[x] I used the GitHub search to find a similar issue and didn't find it.
https://github.com/tiangolo/fastapi/issues/701#issuecomment-552312286
[x] I searched the FastAPI documentation, with the integrated search.
I am dealing with JSON data in the order of 10 MBs (up to hundred MBs) which I directly get from a Postgres Instance.
This data is stored as JSONB on this database. To fetch this large amount of data without parsing it into a dictionary I do the following:
items = db_session.query(models.Table.id, cast(models.Table.data, String)).filter_by(id=id).all()
Since I know this data has been properly validated when it was inserted I just use the _construct_ factory from pydantic:
class Item(BaseModel):
id: int
data: Union[A, B, C, D]
built_items = [schemas.Item.construct(id=x[0], data=x[1]) for x in items]
Then, on the endpoint I directly return a response using:
starlette.responses.JSONResponse(content=jsonable_encoder(built_items))
But, I still describe the response_model as List[Item] as I need the documentation for this endpoint.
Using this strategy I am able to achieve really good response times, though the original JSON data is encoded now as a string and not as an object when decoded.

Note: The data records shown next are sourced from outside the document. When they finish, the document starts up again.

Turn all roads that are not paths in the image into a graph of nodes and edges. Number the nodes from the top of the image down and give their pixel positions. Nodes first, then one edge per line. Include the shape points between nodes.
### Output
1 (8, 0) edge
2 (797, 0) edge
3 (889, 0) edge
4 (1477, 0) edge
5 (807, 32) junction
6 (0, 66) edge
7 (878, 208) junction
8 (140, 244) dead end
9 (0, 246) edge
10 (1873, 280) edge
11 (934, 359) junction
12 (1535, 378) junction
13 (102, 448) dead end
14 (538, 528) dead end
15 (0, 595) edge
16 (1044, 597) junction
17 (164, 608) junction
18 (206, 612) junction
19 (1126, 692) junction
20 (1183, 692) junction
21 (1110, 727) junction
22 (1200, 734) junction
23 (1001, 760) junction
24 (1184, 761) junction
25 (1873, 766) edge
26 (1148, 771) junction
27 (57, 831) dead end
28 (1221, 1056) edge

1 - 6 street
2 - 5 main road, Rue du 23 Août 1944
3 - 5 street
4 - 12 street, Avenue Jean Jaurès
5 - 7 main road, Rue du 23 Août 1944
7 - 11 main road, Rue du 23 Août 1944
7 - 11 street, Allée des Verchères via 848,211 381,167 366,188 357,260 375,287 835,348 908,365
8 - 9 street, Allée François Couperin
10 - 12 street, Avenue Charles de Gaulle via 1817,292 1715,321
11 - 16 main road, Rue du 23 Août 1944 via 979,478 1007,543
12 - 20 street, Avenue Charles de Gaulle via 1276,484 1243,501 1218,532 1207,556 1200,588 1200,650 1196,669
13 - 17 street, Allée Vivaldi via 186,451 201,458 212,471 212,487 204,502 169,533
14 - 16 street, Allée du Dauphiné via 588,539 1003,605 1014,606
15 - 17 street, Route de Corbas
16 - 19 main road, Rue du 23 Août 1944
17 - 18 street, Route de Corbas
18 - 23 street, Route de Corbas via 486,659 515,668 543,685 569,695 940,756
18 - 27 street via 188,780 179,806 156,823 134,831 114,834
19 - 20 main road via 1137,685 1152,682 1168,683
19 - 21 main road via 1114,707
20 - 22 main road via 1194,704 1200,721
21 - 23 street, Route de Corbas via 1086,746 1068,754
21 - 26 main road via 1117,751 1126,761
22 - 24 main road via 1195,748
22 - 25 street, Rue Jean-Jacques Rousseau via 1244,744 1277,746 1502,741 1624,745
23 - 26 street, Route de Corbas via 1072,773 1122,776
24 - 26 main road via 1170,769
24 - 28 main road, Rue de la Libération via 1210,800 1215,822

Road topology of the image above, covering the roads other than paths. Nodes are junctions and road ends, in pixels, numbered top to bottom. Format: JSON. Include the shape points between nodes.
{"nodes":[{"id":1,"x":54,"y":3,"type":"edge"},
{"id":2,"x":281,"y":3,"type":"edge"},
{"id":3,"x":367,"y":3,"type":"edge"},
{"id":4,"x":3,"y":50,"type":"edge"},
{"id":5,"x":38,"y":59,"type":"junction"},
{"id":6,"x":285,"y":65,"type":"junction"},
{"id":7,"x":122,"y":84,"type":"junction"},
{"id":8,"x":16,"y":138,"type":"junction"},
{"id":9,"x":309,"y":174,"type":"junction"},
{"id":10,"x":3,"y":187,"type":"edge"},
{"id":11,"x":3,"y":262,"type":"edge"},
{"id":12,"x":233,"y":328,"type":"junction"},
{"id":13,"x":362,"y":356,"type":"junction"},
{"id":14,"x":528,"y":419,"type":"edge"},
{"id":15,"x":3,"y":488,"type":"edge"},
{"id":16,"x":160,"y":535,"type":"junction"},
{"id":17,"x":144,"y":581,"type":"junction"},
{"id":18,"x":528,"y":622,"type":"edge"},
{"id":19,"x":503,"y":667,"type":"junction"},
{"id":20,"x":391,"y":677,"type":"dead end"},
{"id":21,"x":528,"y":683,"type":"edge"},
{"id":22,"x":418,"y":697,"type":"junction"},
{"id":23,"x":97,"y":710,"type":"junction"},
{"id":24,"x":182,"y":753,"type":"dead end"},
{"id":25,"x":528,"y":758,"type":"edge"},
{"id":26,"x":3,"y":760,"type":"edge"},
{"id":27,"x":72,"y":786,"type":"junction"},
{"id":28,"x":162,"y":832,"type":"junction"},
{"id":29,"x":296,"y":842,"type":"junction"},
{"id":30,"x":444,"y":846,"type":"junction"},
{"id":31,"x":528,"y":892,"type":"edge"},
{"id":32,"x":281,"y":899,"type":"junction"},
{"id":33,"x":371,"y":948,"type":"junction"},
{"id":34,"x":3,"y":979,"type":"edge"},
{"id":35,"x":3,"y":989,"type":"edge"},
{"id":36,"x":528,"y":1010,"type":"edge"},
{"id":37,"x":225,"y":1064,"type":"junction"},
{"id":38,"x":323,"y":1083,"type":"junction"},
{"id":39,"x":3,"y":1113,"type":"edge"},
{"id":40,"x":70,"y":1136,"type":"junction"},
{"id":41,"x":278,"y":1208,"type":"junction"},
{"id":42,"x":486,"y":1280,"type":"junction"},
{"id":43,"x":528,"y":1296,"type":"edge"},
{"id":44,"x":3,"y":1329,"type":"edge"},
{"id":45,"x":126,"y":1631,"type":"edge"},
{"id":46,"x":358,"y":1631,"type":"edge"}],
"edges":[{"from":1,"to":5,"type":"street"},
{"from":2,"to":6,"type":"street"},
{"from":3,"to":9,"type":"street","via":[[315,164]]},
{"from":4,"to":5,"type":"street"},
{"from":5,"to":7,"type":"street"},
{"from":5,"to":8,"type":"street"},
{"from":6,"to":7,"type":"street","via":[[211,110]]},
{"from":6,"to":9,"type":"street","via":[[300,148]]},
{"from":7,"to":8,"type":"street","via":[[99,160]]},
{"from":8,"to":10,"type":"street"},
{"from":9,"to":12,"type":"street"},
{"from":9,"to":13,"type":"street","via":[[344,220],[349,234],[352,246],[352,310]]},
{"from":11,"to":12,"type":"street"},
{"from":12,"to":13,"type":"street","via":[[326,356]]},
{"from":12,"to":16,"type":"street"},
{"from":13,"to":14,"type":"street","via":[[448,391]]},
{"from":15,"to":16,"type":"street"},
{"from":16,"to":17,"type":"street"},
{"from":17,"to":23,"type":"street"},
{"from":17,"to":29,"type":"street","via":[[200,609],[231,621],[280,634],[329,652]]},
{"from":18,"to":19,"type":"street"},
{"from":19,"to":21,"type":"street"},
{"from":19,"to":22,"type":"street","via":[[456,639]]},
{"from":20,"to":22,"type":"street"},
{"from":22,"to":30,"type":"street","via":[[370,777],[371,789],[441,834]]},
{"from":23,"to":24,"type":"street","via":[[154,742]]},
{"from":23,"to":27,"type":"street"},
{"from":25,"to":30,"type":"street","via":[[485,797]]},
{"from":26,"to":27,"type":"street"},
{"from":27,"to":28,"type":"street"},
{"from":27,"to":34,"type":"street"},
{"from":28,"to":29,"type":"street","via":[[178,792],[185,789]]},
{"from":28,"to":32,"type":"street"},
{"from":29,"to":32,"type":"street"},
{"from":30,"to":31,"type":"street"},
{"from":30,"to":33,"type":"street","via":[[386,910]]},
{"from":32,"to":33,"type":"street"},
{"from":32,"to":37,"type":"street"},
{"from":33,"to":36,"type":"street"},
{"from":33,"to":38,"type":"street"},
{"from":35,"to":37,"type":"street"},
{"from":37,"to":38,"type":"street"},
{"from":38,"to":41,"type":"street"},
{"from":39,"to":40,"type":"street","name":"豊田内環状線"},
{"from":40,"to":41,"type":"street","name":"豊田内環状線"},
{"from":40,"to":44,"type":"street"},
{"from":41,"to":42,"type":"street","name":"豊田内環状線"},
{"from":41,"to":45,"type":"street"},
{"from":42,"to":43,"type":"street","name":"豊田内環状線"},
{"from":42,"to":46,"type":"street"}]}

So the clients of the API have to decode the response many times:
1) The request itself
2) Once for each JSON object retrieved
Is there any good practice on how to tackle this problem?
When fetching data that's been pre-encoded in JSON, I generally create a custom response class to skip JSON encoding and validation completely. FastAPI will acknowledge response_model in your route for any subclass of JSONResponse, so all you need to do is this:
from starlette.responses import JSONResponse
class RawJSONResponse(JSONResponse):
def render(self, content: bytes) -> bytes:
return content
@get("/foo", response_model=MyModel, response_class=RawJSONResponse)
def foo():
return """{"raw": "json"}"""
The problem I'm seeing here is that you don't get "raw" json from the DB, you get individual JSON elements that still need to be assembled together. What you could always do is use Postgres' json_array_agg() function to aggregate a column of JSON elements into a JSON array. Since id and data are also stored separately, you'll probably also need something like json_build_object('id', id, 'data', data), and then wrap that in json_array_agg.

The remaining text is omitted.